“Señor, si mi hermano
me ofende, ¿cuántas veces tengo que perdonarlo? ¿hasta setenta veces? […] hasta
setenta veces siete” (Mt
18, 21-22) ‒que es tanto
como decir siempre‒.
En
todas los aspectos de la vida, en el decir y hacer, en las relaciones con los demás,
las formas de actuar de los hombres son muy distintas y distantes a las de Dios.
Nosotros ponemos límites, mas Dios es infinito. Nosotros cuantificamos, pero Él no echa cuentas. Nosotros somos
cicateros y egoístas, Él, en cambio, infinitamente generoso.
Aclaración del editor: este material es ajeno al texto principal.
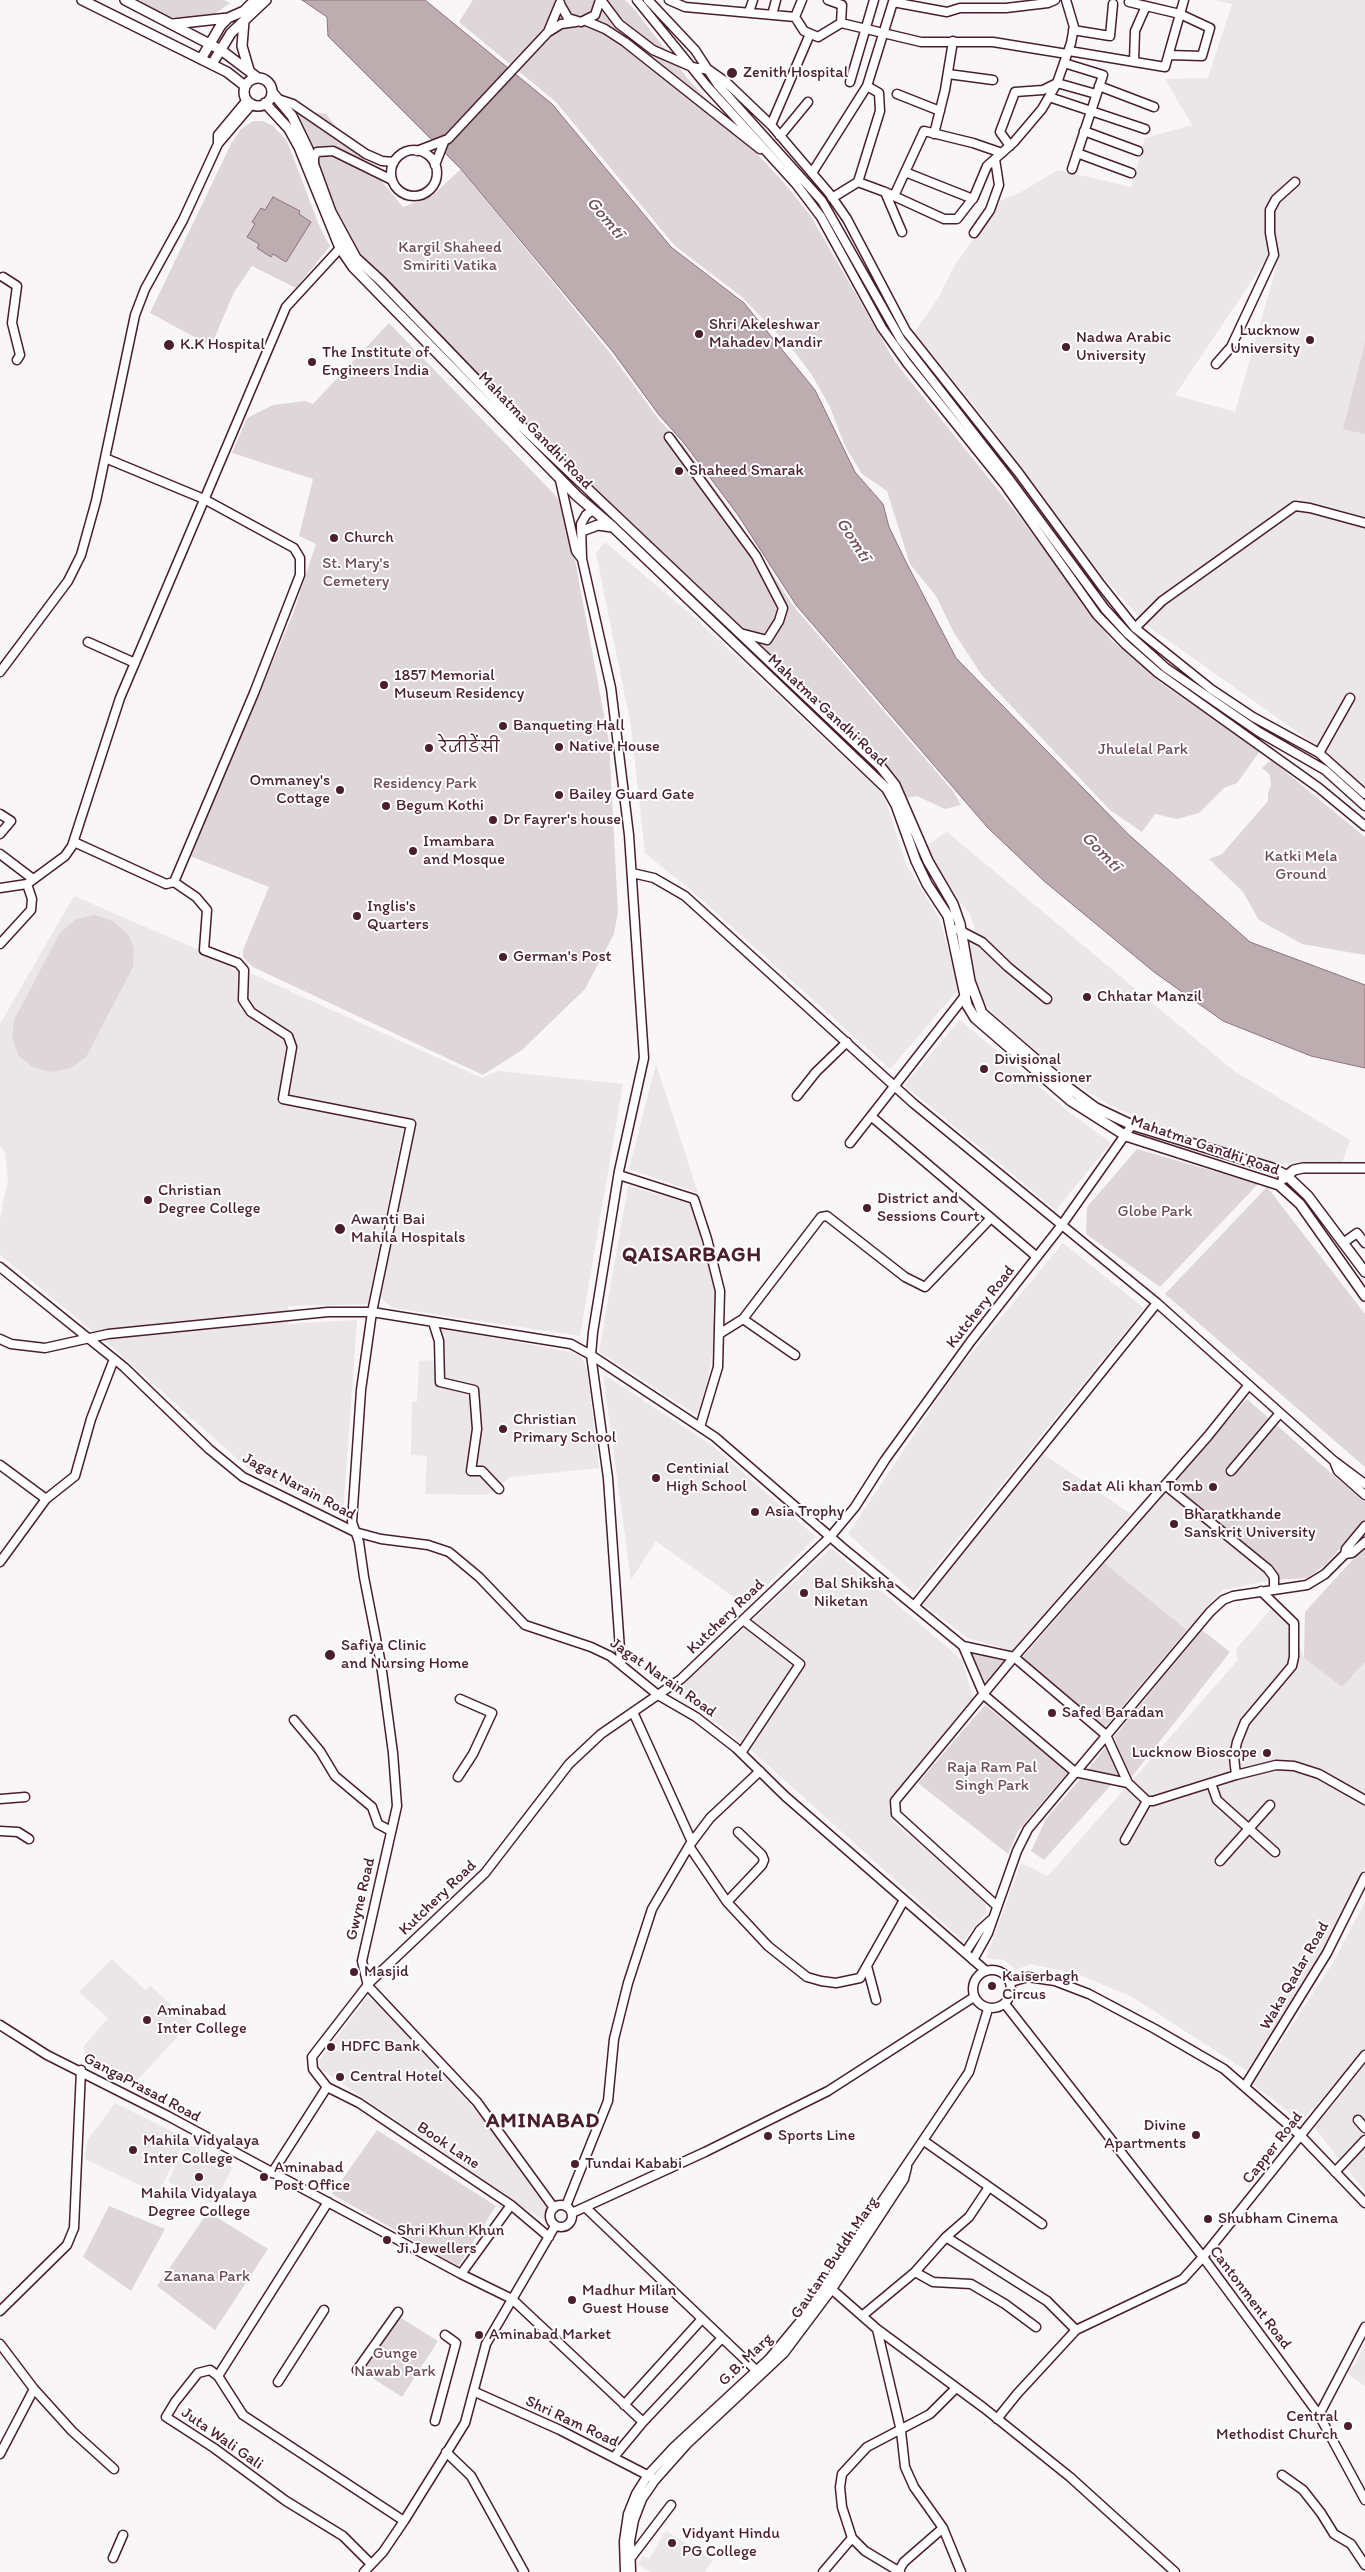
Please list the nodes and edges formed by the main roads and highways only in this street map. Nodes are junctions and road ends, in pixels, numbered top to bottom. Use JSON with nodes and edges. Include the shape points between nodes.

En el tema del
perdón no iba a ser una excepción, sino todo lo contrario, para Él es el
culmen. El hombre, ¿cuántas veces tengo
que perdonarlo?; Dios, “siempre”.
Creo
que es, el perdón, piedra de toque de los hombres, incluidos los cristianos
porque lógicamente pertenecemos a la humanidad y no somos seres angelicales e
inmateriales. ¡Cuánto nos cuesta perdonar y no digamos olvidar! Eso, que tanto
se escucha, yo perdono, pero no olvido parece que no casa con la doctrina
divina. Me da a mí que aplicar este
dicho es una especie de querer jugar al despiste, es pretender que la
conciencia no te remuerda; porque en el fondo, si digo que no olvido, es tanto
como decir que cada vez que te vea o me acuerde de ti te echaré en cara, ‒eso sí, solo en mi pensamiento‒, que me hiciste tal cosa, y esto
¿no es una forma subliminal o sibilina de ausencia de perdón o no es acaso un
cierto tipo de rencor además de hipocresía?
Estamos
dispuestos a que nos perdonen todas nuestras maldades por muchas, en cantidad y
calidad, que sean, pero cuando llega lo contrario, que los que tenemos que
perdonar somos nosotros, es otra cosa. El pasaje evangélico es muy real, el que
debía diez mil talentos (cuantía impagable por desorbitada), para no perder a
su mujer y su hijo, se arroja a los pies del acreedor ‒gesto muy loable‒, suplica y alcanza el perdón, pero
en cuanto consigue lo que quería, la condonación, se da media vuelta y hace lo
contrario con su deudor, aunque solo fueran cien denarios (cuantía
insignificante); de él se compadecieron, pero él ni sabe el significado de esta
palabra. Estas dos deudas parabólicas son símbolo, la primera de nuestra deuda
con Dios: nuestro pecado es infinito (cuantía impagable por desorbitada) porque
es contra Dios, Ser Supremo; la segunda representa nuestra deuda con el prójimo:
(cuantía insignificante) porque el ofensor y el ofendido están al mismo nivel.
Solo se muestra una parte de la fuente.